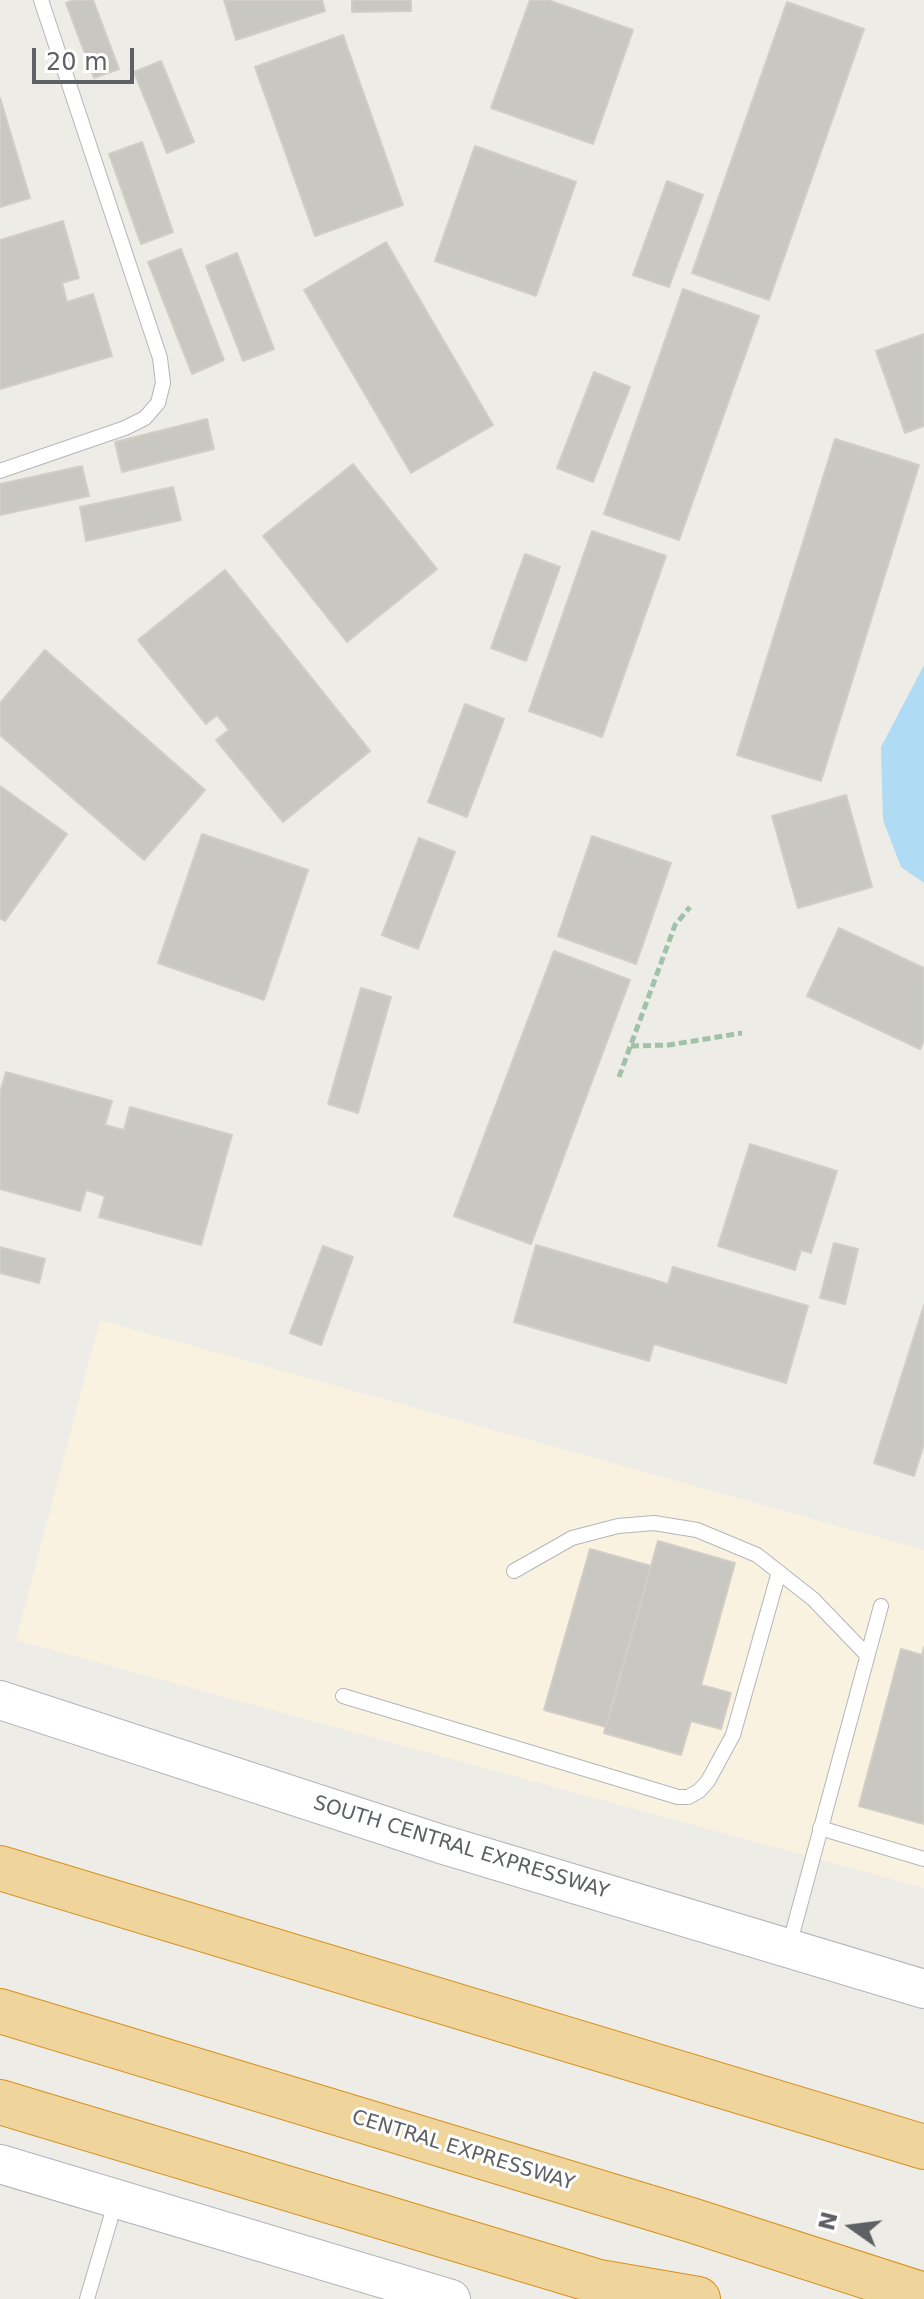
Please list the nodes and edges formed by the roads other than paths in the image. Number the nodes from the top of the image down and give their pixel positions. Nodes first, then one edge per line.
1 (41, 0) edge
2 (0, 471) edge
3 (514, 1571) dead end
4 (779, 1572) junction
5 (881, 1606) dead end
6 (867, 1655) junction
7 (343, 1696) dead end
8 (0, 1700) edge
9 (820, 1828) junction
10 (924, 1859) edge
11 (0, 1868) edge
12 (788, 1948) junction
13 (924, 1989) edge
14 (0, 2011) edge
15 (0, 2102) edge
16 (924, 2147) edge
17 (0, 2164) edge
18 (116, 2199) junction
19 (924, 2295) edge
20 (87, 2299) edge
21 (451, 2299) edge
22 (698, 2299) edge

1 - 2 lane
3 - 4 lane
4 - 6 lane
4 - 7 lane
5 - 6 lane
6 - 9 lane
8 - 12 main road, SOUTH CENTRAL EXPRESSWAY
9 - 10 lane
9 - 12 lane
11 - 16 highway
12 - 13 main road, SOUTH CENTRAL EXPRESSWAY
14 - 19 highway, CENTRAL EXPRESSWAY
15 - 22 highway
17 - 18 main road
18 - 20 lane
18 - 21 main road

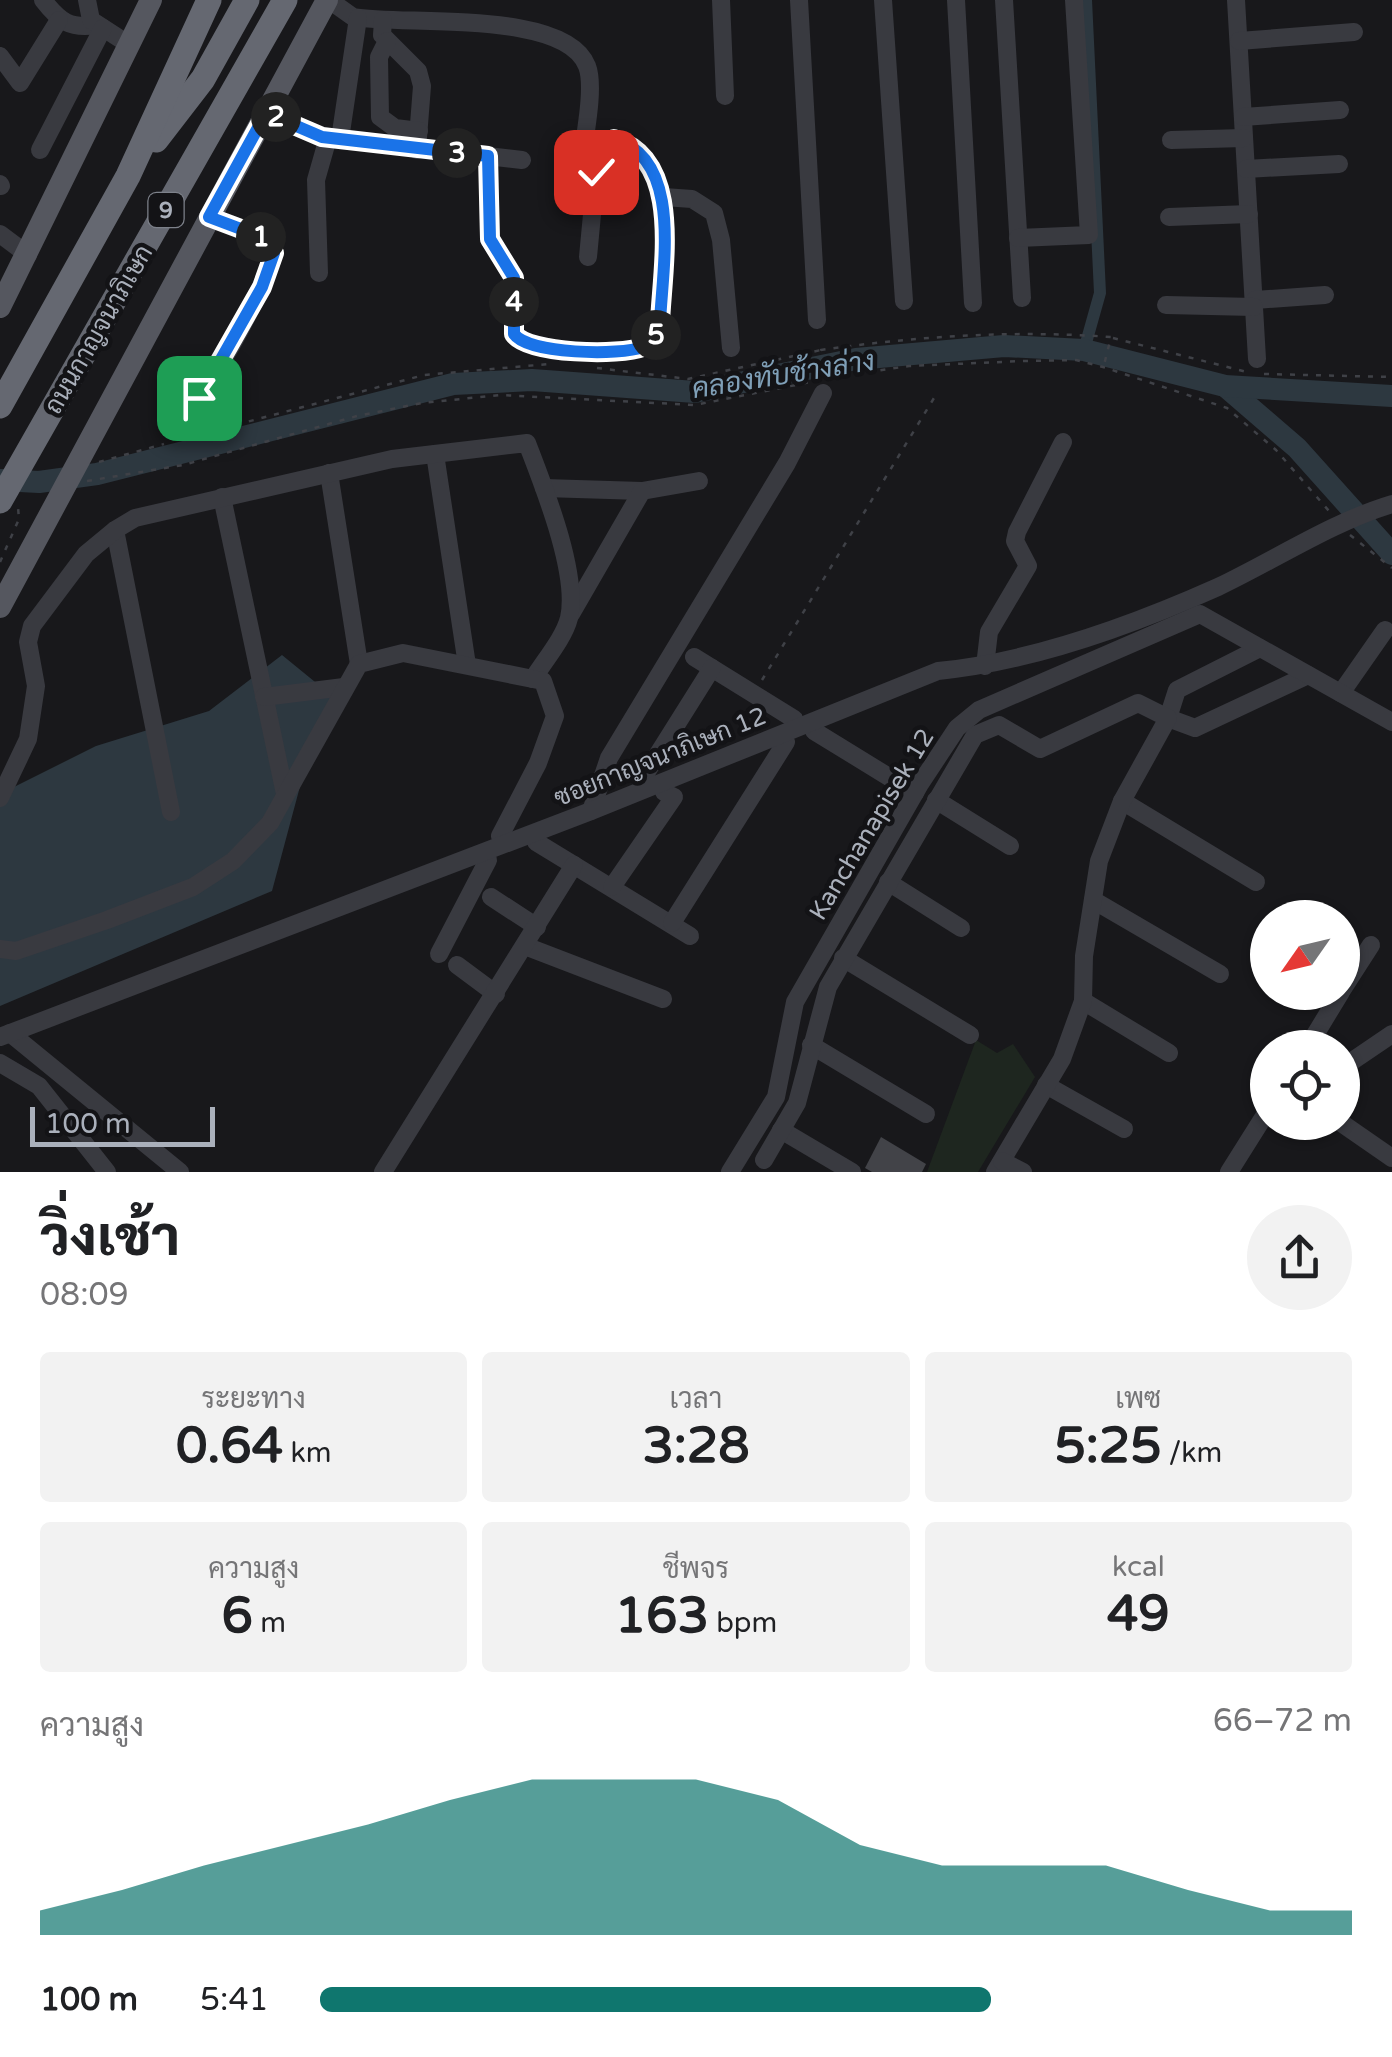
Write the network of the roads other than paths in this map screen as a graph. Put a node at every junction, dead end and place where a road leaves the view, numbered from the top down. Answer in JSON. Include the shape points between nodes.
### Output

:::::

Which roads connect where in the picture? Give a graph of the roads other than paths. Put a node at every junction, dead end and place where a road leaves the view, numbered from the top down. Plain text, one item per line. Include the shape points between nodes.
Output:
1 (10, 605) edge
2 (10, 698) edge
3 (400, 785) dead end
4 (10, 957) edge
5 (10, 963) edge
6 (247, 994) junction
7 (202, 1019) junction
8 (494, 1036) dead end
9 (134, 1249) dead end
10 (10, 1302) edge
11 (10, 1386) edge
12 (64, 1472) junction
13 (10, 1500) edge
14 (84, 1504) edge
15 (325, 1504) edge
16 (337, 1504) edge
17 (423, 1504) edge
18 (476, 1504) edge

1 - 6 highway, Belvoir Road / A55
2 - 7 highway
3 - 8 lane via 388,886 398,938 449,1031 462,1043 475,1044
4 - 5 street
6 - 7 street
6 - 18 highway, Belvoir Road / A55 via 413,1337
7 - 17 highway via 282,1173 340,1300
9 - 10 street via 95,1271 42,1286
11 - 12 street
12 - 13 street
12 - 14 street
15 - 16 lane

:::::

▶ _What is being asked_
Look through the material above for the word "where" and copy every line that has it.

▶ _Task response_
Write the network of the roads other than paths in this map screen as a graph. Put a node at every junction, dead end and place where a road leaves the view, numbered from the top down. Answer in JSON. Include the shape points between nodes.
Which roads connect where in the picture? Give a graph of the roads other than paths. Put a node at every junction, dead end and place where a road leaves the view, numbered from the top down. Plain text, one item per line. Include the shape points between nodes.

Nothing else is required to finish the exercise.